# Sheeps at the First



## fisherman (Feb 20, 2002)

Thursday’s weather forecast looked too pretty to miss so we scrambled the forces and Kevin, Lee, Zach and I met at Sea View at 4:00 AM. Target: Sheepsead. Paddled to the First Island arriving well before dawn. Tide was just breaking down so we anchored around the Groin. Lee immediately lands a nice sheepie. Then I pull this 25 inch release paper. 








At slack tide we moved to the island and Kevin catches a nice sheep and a nice tog then Lee lands a 24 inch scratch. 








A few more tog, including a 17 incher for Zach back at the Groin as the tide began flooding like raging river. All fish caught on fiddlers fished on a single-hook dropper with 50 pound fluoro. Thanks Justin Hurst! Broke camp and returned to the beach around noon. 

Ric


----------



## RuddeDogg (Mar 20, 2004)

*Nice fish*

Great pics. Great job!!!


----------



## rockhead (Nov 6, 2002)

are you using the big tags on those heads?


----------



## Jesse Lockowitz (Feb 13, 2006)

awesome fish....huge sheepies!


Jesse


----------



## NTKG (Aug 16, 2003)

nice fish boys, woulda loved to be able to join ya'lll


----------



## uncdub13 (Aug 9, 2003)

good pullage right there. thanks for the report and pics.


----------



## Cdog (Mar 18, 2002)

Nice fish. You th man Ric.


----------



## RedskinFan228 (Jun 28, 2004)

How many miles is it to the first island looks like 2-3 and how long it take you guys to get there?

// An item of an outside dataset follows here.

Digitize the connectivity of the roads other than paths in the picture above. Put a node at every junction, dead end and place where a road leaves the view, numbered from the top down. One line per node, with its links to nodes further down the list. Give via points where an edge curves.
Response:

Ric what kind of yak you got there


----------



## Rockstar (Jun 23, 2004)

Pretty work on those fish. I can already tell by those $h!t-eatting grins and nice fish you guys had a blast out there.  I am also curious how the paddle ? I may make the trip out there Sunday if the weather is nice.


----------



## Rick C. (Dec 2, 2002)

Way to get them Ric. This summer has been a bust for me working every day but the 4th. Off now for 2 weeks but heading to the mountains to trout/smallmouth fish.Save a few for me when I get back, schedule should relax some then for me.


----------



## fisherman (Feb 20, 2002)

It's a long, boring 3-mile paddle to the bridge across a ripping tide and through unpredictable conditions. The return trip is greuling - especially since my shower-radio died and I only had my own twisted thoughts to keep me company on the hour long paddle. I've got a Prowler 15, which makes it easier. Keep me in the loop if you decide to go tomorrow, Rockstar, I may be up. 

Ric
757-289-5136


----------



## jay b (Dec 1, 2002)

Unless you're in a hurry, don't forget to troll a bait on the way out and in. You never know what you'll find out there.  

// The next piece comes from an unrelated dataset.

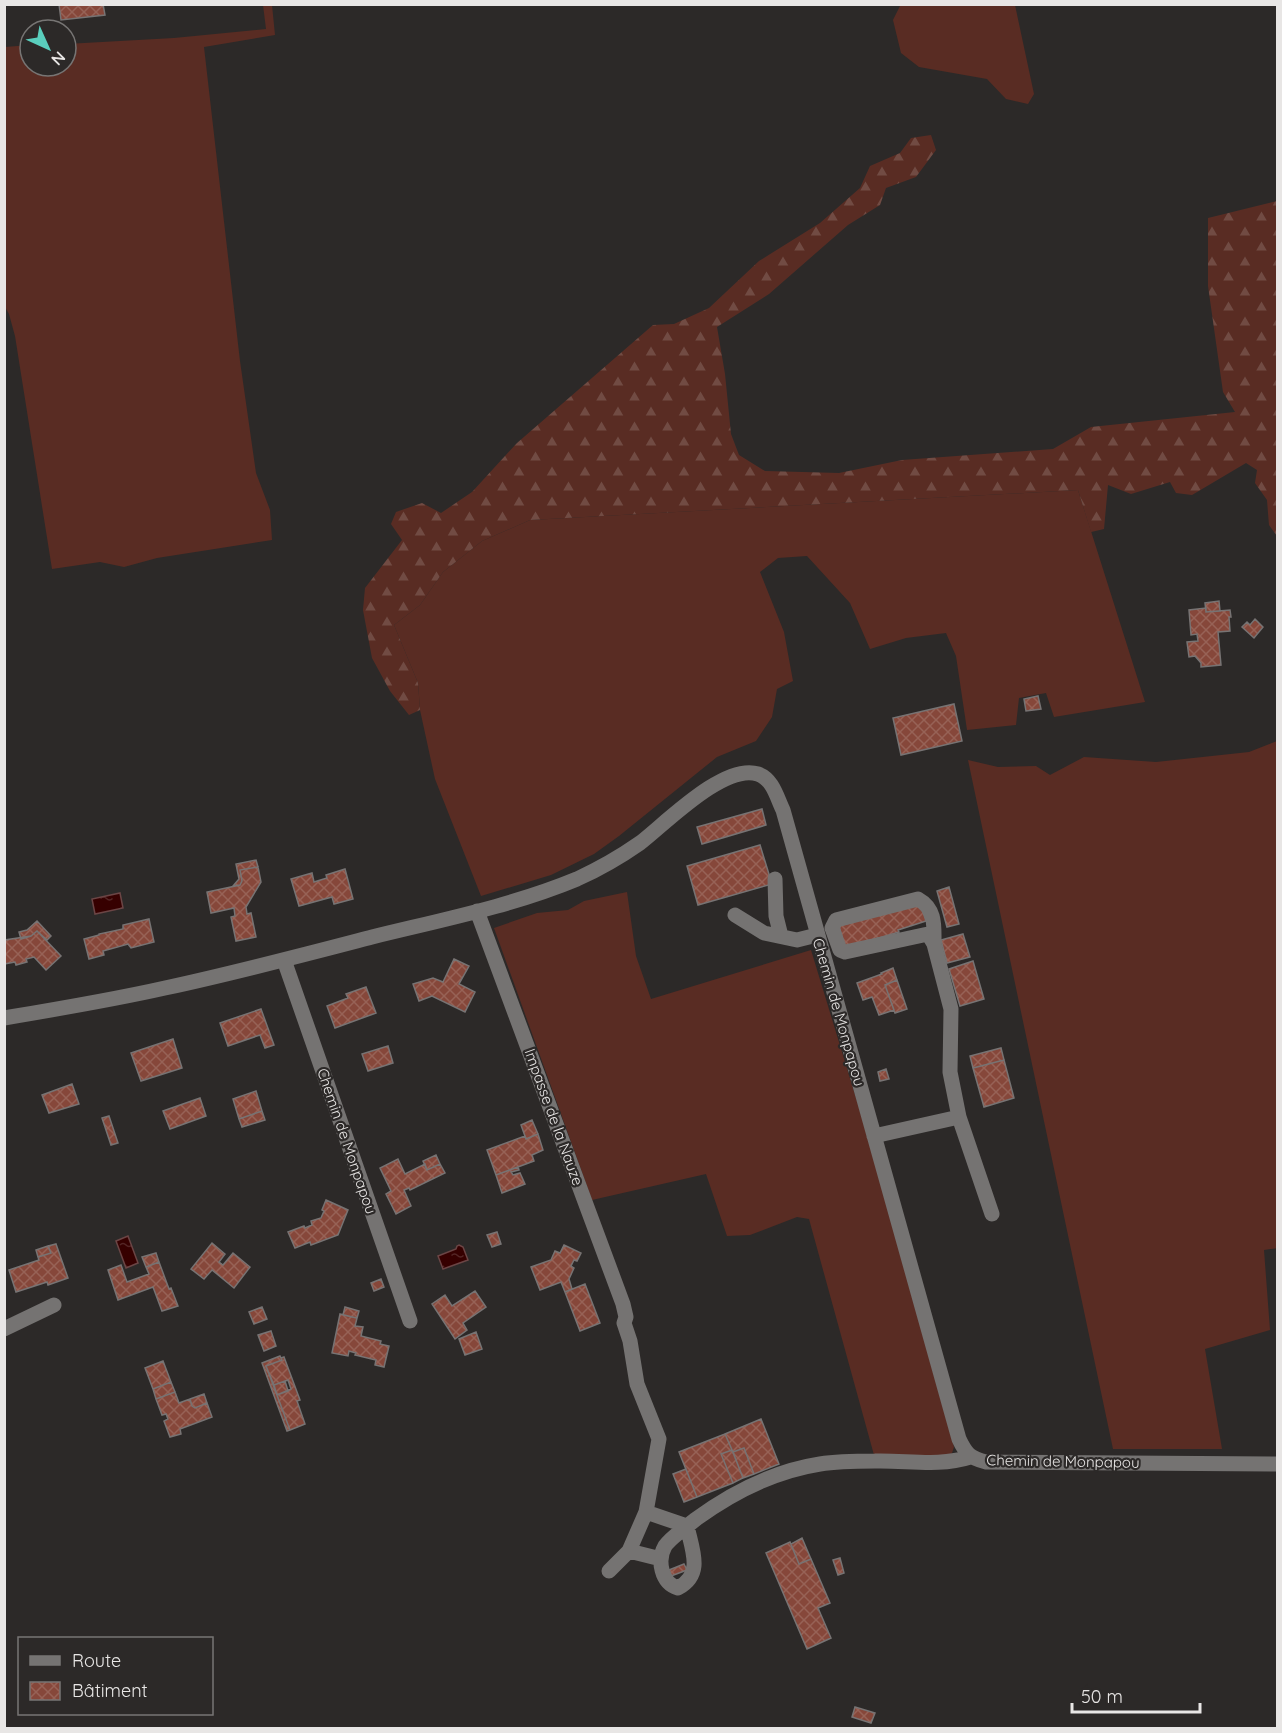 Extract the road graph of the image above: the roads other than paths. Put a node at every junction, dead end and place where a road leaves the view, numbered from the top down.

Ditto what Rick C said about work but I'm looking forward to the late Summer/Fall season.


----------



## uncdub13 (Aug 9, 2003)

fisherman said:


> The return trip is greuling - especially since my shower-radio died and I only had my own twisted thoughts to keep me company on the hour long paddle.


gotta love a radio on board. i have a little $2.99 radio i got from the toy section at walmart last summer. it's smaller than my fist, runs on two AA's and has actually survived over a year of kayakin and beach trips.


----------



## Rockstar (Jun 23, 2004)

I got called into work tonight, so I don't have the time I need to get everything together... I will be doing Lynnhaven tommorow if anyone is interested though... that's if I don't have to work. 

Ryan 
615-3616


----------